WORK TO COMPLETE » When a line of the records below contains the string "Number", copy that whole line.

MATERIAL PROVIDED »
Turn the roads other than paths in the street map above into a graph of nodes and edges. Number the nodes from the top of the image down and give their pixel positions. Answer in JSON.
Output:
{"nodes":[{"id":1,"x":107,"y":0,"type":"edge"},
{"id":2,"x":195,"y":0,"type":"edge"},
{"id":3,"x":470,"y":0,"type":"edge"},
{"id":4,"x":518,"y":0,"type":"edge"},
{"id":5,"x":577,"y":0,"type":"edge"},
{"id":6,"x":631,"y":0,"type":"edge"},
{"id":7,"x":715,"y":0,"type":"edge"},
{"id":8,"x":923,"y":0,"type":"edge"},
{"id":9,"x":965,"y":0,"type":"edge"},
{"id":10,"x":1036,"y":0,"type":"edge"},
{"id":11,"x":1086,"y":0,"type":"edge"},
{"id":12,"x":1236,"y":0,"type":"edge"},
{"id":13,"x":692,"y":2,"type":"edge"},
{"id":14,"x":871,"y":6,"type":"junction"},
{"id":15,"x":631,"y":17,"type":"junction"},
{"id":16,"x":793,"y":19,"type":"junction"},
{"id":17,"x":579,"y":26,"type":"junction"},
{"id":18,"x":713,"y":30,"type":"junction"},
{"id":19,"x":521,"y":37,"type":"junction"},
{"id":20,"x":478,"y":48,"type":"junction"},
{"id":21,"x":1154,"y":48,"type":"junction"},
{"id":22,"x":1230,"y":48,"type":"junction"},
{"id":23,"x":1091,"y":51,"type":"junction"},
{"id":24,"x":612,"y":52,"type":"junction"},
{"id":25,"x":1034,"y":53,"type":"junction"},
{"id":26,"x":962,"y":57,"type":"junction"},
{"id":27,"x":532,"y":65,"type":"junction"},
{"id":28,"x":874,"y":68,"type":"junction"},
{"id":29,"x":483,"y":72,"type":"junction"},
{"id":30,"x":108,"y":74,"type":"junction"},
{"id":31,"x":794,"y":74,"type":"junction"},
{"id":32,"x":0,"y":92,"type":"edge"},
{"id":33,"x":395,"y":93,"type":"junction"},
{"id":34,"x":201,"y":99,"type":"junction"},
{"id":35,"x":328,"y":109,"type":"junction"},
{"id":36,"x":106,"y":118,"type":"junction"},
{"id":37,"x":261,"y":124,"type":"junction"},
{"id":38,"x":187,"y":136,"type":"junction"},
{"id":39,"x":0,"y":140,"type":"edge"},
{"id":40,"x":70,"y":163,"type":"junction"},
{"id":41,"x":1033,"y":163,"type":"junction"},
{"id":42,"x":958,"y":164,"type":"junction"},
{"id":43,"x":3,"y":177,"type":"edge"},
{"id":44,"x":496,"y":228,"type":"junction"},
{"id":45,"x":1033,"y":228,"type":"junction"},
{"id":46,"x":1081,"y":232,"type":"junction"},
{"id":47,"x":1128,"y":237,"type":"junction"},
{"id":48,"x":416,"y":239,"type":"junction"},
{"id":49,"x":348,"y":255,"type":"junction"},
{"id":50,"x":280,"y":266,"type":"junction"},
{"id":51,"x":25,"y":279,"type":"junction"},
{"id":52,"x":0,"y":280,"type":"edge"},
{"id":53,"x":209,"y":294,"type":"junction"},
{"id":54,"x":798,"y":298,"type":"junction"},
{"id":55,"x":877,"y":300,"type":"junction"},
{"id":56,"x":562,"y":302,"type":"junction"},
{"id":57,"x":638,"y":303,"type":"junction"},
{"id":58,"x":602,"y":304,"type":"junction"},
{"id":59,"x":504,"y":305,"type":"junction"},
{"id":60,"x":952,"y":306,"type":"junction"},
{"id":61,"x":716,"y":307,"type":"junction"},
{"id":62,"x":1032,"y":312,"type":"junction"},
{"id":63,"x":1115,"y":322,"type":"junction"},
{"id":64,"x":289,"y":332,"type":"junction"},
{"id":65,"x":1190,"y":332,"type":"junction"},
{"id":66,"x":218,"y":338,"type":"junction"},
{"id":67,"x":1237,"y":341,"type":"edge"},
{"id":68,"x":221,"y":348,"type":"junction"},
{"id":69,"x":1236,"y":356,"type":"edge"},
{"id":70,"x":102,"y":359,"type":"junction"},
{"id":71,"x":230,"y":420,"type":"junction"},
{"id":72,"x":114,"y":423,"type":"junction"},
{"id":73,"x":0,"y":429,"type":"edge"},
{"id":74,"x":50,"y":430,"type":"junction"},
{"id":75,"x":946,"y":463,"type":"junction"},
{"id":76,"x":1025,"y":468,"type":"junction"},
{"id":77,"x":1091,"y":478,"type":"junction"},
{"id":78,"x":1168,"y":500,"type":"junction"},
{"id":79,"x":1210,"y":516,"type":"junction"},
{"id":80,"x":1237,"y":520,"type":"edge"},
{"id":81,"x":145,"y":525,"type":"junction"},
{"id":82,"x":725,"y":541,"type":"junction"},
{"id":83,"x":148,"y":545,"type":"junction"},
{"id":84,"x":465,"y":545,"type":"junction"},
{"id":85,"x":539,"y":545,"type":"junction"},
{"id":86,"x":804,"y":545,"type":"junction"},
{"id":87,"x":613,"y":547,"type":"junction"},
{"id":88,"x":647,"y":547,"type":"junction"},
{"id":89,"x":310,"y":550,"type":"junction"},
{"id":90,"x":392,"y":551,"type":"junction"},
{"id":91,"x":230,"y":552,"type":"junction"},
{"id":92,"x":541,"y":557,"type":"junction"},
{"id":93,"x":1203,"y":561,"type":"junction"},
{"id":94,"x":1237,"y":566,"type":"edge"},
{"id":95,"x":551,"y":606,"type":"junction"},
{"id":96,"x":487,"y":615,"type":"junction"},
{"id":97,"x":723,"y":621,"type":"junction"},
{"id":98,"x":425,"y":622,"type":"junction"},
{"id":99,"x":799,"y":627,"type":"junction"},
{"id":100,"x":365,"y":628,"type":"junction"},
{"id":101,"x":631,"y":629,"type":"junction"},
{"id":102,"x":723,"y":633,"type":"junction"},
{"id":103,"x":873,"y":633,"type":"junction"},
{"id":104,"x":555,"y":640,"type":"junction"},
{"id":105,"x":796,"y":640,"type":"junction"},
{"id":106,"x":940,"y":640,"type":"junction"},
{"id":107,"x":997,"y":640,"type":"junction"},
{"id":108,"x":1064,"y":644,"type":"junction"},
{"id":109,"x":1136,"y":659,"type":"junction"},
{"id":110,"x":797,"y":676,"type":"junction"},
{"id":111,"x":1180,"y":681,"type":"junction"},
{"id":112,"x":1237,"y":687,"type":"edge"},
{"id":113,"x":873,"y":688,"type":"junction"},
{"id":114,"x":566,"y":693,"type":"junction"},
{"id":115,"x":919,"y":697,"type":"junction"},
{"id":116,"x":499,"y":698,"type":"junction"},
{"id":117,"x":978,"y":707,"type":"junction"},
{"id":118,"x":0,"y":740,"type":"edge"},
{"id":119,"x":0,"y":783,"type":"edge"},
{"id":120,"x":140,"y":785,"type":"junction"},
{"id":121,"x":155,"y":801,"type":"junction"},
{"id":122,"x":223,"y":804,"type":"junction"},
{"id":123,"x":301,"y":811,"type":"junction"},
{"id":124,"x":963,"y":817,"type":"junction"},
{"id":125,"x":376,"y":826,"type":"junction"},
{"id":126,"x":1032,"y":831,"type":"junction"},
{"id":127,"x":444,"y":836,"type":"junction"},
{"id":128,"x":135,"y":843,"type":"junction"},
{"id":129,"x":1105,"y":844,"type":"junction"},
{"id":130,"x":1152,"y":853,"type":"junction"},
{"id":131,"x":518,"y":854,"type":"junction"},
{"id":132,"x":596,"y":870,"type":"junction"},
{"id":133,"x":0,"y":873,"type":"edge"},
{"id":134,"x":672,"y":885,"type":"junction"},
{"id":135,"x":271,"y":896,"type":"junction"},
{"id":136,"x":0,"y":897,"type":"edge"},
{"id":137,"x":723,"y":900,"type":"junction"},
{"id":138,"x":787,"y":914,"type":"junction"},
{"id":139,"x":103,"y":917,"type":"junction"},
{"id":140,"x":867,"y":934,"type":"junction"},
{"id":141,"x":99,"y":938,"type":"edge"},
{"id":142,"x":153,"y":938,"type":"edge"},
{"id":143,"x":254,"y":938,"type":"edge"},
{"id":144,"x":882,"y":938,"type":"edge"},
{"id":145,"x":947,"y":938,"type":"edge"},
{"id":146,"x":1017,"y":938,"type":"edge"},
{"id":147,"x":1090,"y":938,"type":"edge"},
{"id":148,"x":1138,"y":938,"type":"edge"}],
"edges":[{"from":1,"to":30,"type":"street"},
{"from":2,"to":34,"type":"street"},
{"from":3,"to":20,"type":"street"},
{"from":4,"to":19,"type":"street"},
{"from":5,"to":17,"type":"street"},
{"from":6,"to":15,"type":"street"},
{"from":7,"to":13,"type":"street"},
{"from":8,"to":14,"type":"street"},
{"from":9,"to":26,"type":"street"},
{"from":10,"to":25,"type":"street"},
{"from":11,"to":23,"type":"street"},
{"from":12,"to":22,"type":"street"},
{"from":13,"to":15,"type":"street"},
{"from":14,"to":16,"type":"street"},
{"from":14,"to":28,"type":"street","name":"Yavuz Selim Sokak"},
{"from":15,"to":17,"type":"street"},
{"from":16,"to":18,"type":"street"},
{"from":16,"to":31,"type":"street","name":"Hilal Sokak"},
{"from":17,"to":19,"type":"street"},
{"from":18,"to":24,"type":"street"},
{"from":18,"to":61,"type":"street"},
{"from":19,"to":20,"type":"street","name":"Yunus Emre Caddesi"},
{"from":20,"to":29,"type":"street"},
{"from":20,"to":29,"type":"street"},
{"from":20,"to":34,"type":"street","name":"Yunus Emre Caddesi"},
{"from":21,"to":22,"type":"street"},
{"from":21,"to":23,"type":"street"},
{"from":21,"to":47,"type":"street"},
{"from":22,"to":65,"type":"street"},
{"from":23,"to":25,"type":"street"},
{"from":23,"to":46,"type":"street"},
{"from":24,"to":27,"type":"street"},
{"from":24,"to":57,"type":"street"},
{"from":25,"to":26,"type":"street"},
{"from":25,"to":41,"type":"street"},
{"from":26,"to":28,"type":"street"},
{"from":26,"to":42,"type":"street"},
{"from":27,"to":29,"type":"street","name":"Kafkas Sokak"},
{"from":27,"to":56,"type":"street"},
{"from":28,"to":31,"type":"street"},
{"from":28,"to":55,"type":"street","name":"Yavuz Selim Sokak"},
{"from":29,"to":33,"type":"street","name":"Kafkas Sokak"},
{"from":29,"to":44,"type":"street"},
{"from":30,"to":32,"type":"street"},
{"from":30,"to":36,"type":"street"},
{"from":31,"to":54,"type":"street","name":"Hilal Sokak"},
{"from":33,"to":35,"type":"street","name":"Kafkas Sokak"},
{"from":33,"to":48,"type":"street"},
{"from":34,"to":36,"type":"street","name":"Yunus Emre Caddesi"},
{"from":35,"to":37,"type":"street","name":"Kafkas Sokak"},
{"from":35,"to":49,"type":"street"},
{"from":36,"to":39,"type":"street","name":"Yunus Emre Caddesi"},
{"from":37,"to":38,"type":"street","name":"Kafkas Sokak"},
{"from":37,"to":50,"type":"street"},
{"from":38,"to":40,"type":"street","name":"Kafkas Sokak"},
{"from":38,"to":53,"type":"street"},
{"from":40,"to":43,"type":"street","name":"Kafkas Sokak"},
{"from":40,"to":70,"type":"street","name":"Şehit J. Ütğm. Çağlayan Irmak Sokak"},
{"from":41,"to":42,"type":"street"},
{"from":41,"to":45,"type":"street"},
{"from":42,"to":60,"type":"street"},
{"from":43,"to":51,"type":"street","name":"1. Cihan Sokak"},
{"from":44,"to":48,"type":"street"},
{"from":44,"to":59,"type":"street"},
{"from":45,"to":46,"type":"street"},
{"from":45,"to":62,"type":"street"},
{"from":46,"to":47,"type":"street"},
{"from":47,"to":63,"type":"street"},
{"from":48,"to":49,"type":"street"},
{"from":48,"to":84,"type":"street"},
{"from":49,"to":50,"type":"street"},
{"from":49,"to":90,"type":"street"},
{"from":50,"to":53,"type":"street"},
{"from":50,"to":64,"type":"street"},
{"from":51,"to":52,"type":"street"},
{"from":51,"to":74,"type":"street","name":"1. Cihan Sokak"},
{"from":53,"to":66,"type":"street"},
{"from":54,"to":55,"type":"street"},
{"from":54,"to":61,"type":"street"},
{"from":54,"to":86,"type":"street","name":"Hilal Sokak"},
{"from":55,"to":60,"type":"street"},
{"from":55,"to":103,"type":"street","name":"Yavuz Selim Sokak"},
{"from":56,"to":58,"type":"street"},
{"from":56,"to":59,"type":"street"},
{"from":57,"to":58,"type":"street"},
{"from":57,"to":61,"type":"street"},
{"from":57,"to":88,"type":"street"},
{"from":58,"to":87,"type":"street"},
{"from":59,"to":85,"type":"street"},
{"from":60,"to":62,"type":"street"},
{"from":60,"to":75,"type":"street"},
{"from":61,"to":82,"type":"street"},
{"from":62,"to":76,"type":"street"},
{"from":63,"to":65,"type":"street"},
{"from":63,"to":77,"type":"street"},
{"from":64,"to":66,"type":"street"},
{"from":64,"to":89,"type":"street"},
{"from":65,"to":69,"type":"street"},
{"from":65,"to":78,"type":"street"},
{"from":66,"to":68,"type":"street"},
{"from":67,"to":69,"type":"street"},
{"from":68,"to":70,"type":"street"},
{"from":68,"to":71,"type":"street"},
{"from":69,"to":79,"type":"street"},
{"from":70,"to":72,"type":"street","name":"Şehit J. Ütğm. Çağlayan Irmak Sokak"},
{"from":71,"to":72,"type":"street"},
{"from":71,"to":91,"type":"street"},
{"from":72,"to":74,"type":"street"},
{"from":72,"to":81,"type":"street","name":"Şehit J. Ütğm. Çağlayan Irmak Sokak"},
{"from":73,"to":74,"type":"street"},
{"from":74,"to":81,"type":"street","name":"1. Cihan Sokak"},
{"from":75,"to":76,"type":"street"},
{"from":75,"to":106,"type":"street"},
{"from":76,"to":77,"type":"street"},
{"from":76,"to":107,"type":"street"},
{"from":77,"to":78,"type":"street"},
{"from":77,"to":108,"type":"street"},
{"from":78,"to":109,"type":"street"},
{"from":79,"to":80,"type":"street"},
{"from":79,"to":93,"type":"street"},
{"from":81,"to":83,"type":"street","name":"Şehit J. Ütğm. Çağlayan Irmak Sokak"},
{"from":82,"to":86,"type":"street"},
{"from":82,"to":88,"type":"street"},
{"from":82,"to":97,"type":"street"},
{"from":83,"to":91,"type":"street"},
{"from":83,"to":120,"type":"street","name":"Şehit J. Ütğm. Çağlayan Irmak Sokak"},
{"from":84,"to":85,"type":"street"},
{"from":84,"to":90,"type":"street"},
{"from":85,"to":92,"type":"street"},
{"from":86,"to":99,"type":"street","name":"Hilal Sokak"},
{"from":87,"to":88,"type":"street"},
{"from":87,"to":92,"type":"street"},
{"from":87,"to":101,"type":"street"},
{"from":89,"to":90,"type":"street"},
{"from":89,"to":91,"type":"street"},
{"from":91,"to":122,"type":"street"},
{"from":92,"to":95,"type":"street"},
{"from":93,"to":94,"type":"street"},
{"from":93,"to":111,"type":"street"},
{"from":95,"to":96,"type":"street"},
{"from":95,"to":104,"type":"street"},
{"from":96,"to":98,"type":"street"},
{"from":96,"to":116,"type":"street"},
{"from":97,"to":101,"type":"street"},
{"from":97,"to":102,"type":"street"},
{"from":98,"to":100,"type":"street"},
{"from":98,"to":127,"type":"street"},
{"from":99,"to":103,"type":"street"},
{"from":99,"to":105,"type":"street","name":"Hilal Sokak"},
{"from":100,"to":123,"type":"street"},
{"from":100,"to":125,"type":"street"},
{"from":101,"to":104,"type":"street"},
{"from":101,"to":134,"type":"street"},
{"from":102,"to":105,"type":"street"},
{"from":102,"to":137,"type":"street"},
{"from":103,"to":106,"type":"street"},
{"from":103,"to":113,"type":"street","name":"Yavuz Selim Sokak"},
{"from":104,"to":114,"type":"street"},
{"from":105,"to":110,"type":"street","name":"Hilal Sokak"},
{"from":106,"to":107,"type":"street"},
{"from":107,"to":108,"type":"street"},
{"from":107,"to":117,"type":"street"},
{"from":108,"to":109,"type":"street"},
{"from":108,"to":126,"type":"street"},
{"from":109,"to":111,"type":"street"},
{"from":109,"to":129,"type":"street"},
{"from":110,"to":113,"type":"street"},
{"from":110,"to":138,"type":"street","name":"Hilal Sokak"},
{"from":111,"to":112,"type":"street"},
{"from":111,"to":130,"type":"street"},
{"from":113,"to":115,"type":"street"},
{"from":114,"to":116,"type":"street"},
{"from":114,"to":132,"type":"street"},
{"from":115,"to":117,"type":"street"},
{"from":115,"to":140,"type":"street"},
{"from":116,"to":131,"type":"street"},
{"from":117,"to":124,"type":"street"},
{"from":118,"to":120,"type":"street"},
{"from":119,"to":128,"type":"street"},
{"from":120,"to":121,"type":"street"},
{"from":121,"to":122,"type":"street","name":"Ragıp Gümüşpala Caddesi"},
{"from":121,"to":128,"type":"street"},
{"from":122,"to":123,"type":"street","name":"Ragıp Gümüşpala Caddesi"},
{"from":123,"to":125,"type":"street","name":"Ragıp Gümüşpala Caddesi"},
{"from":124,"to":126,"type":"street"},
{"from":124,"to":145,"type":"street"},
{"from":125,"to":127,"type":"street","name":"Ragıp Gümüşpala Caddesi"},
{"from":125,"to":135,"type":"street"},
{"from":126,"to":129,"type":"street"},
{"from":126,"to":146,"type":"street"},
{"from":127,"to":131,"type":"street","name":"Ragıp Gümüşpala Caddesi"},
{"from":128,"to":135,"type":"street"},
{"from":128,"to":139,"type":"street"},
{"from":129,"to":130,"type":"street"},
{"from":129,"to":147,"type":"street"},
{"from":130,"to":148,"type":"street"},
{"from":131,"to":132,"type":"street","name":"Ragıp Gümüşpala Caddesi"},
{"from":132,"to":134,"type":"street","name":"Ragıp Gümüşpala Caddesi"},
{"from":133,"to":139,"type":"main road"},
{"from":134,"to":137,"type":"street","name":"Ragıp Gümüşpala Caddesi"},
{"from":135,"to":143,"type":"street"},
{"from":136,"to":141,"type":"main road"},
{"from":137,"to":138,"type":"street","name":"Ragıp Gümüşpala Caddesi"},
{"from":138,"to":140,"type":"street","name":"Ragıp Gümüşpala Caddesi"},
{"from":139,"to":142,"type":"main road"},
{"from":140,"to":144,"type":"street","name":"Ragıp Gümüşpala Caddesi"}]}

---

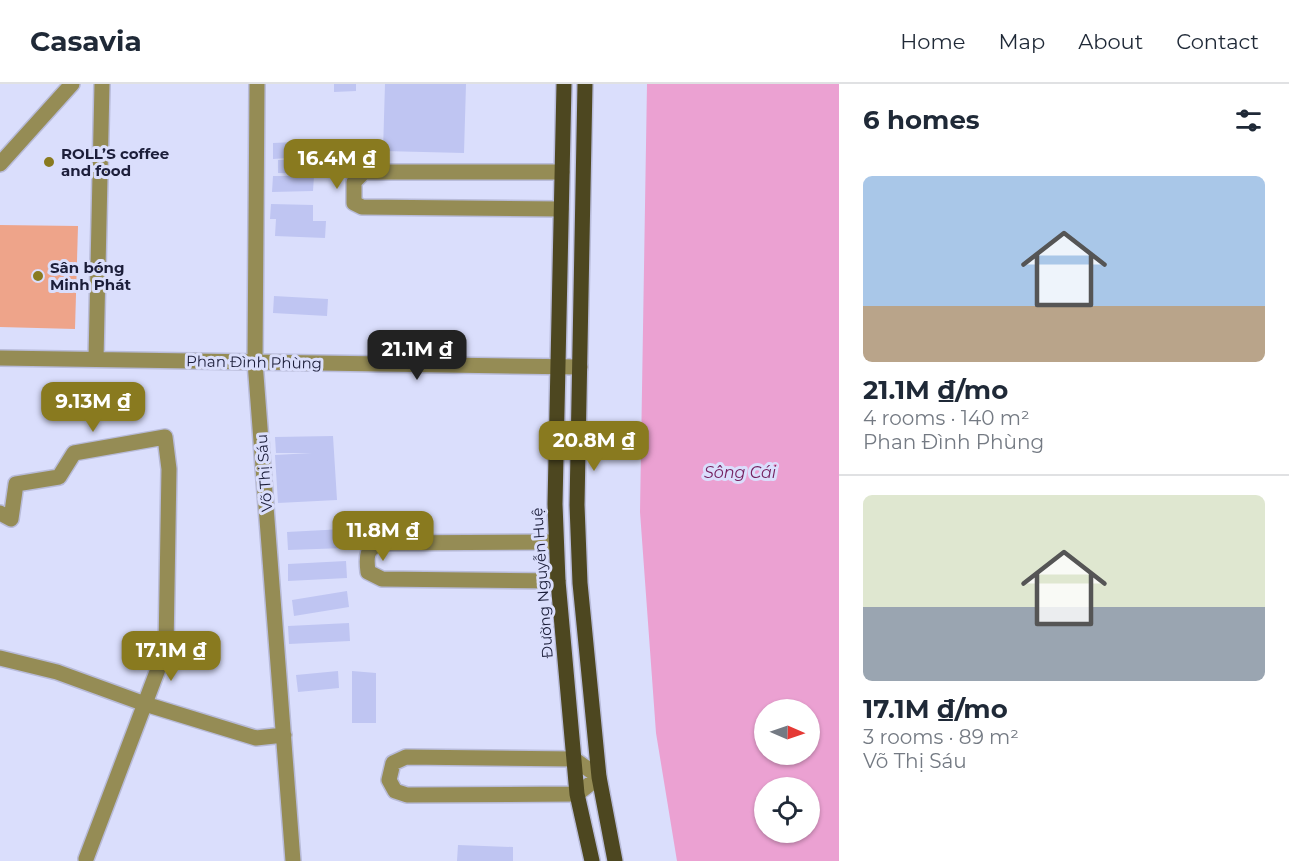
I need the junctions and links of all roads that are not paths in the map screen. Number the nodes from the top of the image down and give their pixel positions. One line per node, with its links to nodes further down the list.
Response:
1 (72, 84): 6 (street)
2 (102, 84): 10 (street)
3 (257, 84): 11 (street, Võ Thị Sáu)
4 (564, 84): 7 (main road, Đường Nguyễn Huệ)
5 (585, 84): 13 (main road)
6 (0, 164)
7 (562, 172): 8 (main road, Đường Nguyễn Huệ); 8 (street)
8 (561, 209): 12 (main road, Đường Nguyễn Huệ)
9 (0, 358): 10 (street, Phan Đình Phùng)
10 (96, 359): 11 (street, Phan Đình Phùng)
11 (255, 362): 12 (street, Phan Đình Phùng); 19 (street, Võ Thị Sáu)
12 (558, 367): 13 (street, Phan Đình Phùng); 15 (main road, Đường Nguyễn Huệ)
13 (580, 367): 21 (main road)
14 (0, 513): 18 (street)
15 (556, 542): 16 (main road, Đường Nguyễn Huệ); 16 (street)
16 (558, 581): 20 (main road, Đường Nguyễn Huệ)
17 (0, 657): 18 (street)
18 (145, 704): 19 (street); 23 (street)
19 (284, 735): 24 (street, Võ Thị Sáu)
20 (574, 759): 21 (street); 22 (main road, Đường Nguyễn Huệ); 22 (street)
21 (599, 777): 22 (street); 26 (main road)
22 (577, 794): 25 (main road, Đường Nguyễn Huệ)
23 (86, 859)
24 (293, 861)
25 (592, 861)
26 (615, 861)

RESPONSE FOR THIS EXERCISE »
Turn the roads other than paths in the street map above into a graph of nodes and edges. Number the nodes from the top of the image down and give their pixel positions. Answer in JSON.
I need the junctions and links of all roads that are not paths in the map screen. Number the nodes from the top of the image down and give their pixel positions. One line per node, with its links to nodes further down the list.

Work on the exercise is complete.